Commercial space operators including Eutelsat, Arianespace, Planet and Astroscale are among inaugural members of the Net Zero Space initiative aimed at tackling space debris issues. Net Zero was announced Friday at the Paris Peace Forum. The coalition called for "avoiding further generation of hazardous space debris [and] remediating existing hazardous space debris," with a goal of "achieving sustainable use of outer space for the benefit of all humankind by 2030." Companies announcing their membership laid out specifics toward those goals. Eutelsat cited successful deorbit of 95% of its satellites since the 2005 adoption of its space debris mitigation plan.
Intelsat Phase I certification of accelerated C-band relocation was validated, the FCC Wireless Bureau ordered Friday. The bureau said the new C-band licensees will now pay their portion of the Phase I accelerated relocation payment to the relocation payment clearinghouse, with funds to be dispersed to the satellite operator.

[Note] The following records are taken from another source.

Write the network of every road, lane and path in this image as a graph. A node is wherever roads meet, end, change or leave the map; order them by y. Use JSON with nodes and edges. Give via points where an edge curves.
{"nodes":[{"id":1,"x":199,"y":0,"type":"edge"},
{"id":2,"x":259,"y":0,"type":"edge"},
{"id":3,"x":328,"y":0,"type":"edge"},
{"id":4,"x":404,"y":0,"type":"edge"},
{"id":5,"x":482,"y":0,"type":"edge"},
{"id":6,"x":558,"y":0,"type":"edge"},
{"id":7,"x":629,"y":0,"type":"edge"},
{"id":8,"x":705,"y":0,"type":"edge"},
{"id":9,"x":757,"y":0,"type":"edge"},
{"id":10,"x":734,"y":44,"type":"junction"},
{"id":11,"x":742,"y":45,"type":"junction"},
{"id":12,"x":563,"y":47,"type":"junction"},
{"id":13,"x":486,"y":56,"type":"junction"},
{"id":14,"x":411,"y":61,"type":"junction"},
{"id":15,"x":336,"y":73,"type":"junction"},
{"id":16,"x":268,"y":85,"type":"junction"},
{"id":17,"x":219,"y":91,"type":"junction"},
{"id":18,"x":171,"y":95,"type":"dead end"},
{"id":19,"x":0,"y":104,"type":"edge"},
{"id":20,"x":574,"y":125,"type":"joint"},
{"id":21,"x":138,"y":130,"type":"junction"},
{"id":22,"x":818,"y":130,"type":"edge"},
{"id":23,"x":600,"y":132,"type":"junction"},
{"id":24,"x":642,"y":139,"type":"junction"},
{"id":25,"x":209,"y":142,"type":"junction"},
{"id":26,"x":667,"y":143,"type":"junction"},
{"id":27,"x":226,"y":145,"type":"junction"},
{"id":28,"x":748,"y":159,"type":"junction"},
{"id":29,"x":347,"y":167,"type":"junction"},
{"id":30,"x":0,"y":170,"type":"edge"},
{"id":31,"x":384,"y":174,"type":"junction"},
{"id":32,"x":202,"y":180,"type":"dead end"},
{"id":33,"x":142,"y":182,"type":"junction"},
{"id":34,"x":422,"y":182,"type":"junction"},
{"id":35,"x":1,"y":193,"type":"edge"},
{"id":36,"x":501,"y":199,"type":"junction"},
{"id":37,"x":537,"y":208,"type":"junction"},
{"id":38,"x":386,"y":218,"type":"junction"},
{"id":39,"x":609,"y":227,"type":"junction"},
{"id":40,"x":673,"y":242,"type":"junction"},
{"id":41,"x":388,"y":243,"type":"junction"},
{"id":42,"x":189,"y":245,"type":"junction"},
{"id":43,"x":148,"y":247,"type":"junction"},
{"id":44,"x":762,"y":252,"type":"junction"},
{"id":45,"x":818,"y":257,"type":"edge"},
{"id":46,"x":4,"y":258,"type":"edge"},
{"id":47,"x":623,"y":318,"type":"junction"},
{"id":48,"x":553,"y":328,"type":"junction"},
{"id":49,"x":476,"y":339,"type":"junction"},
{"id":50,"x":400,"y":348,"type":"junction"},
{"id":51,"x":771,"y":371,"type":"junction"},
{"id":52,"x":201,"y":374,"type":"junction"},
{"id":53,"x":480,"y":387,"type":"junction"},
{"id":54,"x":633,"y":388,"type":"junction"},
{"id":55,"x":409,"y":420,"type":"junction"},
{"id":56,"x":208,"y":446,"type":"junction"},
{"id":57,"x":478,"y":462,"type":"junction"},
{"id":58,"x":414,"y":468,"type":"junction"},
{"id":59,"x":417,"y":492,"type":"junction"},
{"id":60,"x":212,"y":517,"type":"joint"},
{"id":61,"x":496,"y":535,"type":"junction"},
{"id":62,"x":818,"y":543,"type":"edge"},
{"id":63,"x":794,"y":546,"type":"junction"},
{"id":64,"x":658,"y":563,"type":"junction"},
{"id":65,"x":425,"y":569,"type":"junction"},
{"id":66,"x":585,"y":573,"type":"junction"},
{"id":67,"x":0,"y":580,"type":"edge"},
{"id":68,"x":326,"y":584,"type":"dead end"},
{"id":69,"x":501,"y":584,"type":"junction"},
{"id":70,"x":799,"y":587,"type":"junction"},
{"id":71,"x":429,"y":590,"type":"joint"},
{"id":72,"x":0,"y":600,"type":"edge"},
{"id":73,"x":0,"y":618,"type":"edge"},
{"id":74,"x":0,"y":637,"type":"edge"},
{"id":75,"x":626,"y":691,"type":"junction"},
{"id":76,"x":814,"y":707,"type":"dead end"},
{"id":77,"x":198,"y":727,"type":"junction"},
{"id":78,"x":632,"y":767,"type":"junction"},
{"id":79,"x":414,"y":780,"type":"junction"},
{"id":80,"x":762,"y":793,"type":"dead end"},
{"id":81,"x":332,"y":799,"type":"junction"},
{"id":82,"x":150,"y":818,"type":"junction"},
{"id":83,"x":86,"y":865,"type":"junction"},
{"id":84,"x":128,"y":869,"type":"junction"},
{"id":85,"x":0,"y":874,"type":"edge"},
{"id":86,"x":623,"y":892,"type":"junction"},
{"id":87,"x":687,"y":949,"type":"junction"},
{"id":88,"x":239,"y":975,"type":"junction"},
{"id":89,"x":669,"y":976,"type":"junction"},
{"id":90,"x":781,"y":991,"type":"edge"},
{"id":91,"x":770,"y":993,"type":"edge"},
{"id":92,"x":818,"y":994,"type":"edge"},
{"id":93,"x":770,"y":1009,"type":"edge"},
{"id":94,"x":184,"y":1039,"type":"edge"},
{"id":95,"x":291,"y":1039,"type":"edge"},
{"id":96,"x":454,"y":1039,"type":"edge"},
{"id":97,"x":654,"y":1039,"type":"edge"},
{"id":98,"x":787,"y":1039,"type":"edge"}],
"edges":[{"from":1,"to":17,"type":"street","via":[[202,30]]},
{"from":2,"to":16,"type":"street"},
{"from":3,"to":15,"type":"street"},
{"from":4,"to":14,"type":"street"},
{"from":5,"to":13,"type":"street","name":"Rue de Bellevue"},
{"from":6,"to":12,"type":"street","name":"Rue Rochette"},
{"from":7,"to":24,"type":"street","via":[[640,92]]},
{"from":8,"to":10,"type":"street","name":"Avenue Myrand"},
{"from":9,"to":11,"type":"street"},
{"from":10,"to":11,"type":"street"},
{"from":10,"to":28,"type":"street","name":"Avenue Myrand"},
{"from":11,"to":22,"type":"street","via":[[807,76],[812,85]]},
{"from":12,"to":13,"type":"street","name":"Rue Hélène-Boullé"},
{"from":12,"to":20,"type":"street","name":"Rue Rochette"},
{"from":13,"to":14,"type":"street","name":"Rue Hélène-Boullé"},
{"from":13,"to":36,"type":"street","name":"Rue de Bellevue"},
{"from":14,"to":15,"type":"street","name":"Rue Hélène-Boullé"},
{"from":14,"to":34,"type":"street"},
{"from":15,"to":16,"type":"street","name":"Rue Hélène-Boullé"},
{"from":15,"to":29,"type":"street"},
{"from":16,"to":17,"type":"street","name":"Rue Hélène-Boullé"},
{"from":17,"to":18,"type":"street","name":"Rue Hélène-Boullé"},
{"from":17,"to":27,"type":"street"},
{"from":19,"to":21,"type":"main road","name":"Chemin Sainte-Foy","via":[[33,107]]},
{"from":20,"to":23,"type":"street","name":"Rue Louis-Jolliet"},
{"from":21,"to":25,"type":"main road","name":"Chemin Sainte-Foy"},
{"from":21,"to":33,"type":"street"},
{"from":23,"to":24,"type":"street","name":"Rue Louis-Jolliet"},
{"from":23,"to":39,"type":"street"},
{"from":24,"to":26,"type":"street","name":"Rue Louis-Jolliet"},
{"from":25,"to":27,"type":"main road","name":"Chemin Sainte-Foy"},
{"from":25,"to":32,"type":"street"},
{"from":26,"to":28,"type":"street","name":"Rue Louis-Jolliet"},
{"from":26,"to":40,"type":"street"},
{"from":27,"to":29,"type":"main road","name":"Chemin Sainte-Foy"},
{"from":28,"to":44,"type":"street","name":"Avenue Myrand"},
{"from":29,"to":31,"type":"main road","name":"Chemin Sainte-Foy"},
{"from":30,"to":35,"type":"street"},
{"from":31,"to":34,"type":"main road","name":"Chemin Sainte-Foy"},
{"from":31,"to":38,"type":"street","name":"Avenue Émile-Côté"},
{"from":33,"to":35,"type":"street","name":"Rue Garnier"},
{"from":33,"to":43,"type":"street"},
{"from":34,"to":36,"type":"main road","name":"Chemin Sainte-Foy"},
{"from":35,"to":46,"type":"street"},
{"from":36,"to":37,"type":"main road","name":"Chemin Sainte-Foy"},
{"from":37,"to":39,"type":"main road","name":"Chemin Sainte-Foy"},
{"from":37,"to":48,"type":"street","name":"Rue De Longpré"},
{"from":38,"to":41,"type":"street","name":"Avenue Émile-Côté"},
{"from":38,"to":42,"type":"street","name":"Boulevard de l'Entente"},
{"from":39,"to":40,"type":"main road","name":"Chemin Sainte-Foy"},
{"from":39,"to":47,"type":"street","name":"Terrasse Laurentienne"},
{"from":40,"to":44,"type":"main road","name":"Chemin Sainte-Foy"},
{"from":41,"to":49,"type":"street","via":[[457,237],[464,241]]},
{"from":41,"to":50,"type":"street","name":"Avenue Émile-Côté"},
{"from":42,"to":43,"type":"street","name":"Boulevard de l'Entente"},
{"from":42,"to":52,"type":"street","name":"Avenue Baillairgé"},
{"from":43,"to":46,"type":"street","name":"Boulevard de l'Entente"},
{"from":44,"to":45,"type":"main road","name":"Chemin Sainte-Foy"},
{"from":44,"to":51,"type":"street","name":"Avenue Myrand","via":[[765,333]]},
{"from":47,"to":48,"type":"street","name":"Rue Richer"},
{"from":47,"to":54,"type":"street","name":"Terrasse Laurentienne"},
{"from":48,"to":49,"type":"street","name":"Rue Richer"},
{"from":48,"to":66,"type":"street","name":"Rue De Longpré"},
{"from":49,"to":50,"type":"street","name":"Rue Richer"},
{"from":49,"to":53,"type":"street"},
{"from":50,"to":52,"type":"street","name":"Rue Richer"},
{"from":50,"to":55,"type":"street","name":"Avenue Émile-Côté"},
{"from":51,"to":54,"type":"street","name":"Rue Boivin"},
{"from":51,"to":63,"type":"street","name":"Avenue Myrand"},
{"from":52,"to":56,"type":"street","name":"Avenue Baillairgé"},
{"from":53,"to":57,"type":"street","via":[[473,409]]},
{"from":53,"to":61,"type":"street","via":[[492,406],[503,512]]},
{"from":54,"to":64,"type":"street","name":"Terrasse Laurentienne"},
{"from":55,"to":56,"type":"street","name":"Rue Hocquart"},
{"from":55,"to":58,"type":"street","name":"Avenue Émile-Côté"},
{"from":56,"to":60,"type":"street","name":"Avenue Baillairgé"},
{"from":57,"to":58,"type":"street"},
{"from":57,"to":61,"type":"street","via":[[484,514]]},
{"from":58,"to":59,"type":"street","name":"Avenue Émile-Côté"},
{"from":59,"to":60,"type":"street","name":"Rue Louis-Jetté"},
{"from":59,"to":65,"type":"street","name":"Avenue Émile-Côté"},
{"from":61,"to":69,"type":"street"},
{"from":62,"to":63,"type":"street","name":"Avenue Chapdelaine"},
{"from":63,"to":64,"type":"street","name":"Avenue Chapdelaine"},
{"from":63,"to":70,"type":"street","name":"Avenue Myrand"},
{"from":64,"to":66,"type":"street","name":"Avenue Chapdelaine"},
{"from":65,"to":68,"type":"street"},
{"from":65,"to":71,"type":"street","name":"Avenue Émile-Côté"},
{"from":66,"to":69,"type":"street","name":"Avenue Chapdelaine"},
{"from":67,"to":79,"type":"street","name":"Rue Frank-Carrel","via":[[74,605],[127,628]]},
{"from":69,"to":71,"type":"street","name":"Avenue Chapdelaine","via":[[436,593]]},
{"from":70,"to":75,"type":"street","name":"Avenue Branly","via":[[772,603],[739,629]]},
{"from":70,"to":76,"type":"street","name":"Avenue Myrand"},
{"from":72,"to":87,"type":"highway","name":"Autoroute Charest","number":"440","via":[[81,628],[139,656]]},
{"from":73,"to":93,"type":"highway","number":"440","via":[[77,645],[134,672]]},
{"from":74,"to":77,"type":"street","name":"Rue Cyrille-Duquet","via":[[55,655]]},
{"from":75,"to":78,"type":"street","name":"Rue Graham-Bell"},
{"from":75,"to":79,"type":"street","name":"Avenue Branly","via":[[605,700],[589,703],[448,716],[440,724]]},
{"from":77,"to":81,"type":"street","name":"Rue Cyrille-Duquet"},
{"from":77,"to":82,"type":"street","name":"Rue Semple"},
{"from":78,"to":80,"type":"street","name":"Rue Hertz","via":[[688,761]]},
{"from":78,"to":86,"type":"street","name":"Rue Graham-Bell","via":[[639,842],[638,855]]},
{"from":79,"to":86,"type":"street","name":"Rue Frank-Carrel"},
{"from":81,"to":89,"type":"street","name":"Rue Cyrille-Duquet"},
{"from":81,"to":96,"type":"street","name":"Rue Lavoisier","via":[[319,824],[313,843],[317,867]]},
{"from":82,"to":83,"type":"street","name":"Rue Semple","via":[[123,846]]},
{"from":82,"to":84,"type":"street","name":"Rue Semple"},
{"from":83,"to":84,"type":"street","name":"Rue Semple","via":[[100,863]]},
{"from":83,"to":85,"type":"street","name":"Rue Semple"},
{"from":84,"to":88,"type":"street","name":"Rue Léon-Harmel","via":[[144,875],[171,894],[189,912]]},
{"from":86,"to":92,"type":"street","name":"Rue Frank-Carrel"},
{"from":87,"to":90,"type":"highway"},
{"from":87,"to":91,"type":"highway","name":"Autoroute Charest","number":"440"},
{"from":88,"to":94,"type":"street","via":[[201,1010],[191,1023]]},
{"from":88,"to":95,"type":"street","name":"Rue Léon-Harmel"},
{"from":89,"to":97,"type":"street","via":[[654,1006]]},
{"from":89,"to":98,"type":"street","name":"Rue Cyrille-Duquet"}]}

SpaceX's Starlink broadband constellation, with 1,800 satellites launched, is serving about 140,000 users in more than 20 countries, and has taken 750,000 orders or deposits worldwide, company officials told FCC International Bureau Chief Tom Sullivan, per a filing last week. Its planned second-generation constellation of about 30,000 satellites would have lower latency and more backhaul capacity, SpaceX said. All the planned satellites would reenter the atmosphere in less than four years, it said.
Small satellite-based voice service providers face a big challenge in implementing Stir/Shaken, the Satellite Industry Association said Friday in FCC docket 20-68. It urged an indefinite extension of the deadline for small VSPs to comply with the Stir/Shaken mandate "given the challenging circumstances facing small satellite VSPs, combined with their unique economic, operational, and technical characteristics." SIA said they can't authenticate calls under the standard due to huge reliance on non-North American numbering plan resources for caller ID purposes.
EchoStar's HughesNet satellite broadband service ended the company's most-recent quarter with 1.51 million subscribers in the U.S. and Latin America, down 32,000 from the previous quarter, with ongoing capacity constraints, Hughes Network Systems President Pradman Kaul said Tuesday as EchoStar announced its Q3 2021 results. EchoStar Satellite Services President Anders Johnson said its Jupiter 3 broadband satellite will launch in the second half of 2022. He said EchoStar and Dish Network are jointly evaluating how some Dish U.S. licenses for AWS-4 and S-band spectrum might be used in meshing EchoStar's services internationally with Dish's planned U.S. terrestrial network. EchoStar said total revenue for the quarter was $504.7 million, up $31.2 million year over year.